== PROVIDED INFORMATION

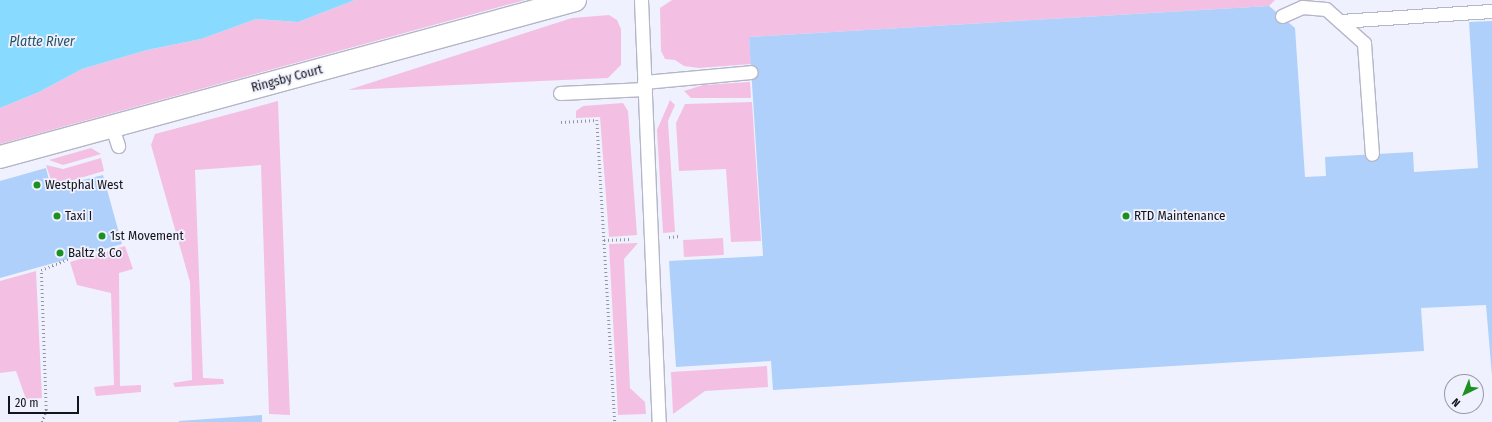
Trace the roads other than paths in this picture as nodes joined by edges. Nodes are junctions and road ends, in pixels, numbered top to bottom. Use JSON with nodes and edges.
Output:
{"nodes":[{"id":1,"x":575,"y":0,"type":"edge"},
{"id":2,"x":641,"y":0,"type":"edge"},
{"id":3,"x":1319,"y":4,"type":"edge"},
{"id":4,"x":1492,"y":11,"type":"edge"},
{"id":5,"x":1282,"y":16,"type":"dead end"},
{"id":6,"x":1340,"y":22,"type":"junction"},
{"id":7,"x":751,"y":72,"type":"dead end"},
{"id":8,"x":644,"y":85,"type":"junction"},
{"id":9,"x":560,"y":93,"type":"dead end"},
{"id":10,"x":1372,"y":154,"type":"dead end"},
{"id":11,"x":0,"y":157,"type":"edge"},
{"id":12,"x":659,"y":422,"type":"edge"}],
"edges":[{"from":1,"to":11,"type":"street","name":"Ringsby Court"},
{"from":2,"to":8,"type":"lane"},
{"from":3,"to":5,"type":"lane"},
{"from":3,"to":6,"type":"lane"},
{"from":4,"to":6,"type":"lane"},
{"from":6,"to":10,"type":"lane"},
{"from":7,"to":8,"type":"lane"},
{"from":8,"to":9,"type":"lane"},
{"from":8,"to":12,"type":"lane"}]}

====

WORK INSTRUCTION: Your task is to retype the records above in full and exactly, omitting the pictures.

RESPONSE TO THIS EXERCISE:
Trace the roads other than paths in this picture as nodes joined by edges. Nodes are junctions and road ends, in pixels, numbered top to bottom. Use JSON with nodes and edges.
Output:
{"nodes":[{"id":1,"x":575,"y":0,"type":"edge"},
{"id":2,"x":641,"y":0,"type":"edge"},
{"id":3,"x":1319,"y":4,"type":"edge"},
{"id":4,"x":1492,"y":11,"type":"edge"},
{"id":5,"x":1282,"y":16,"type":"dead end"},
{"id":6,"x":1340,"y":22,"type":"junction"},
{"id":7,"x":751,"y":72,"type":"dead end"},
{"id":8,"x":644,"y":85,"type":"junction"},
{"id":9,"x":560,"y":93,"type":"dead end"},
{"id":10,"x":1372,"y":154,"type":"dead end"},
{"id":11,"x":0,"y":157,"type":"edge"},
{"id":12,"x":659,"y":422,"type":"edge"}],
"edges":[{"from":1,"to":11,"type":"street","name":"Ringsby Court"},
{"from":2,"to":8,"type":"lane"},
{"from":3,"to":5,"type":"lane"},
{"from":3,"to":6,"type":"lane"},
{"from":4,"to":6,"type":"lane"},
{"from":6,"to":10,"type":"lane"},
{"from":7,"to":8,"type":"lane"},
{"from":8,"to":9,"type":"lane"},
{"from":8,"to":12,"type":"lane"}]}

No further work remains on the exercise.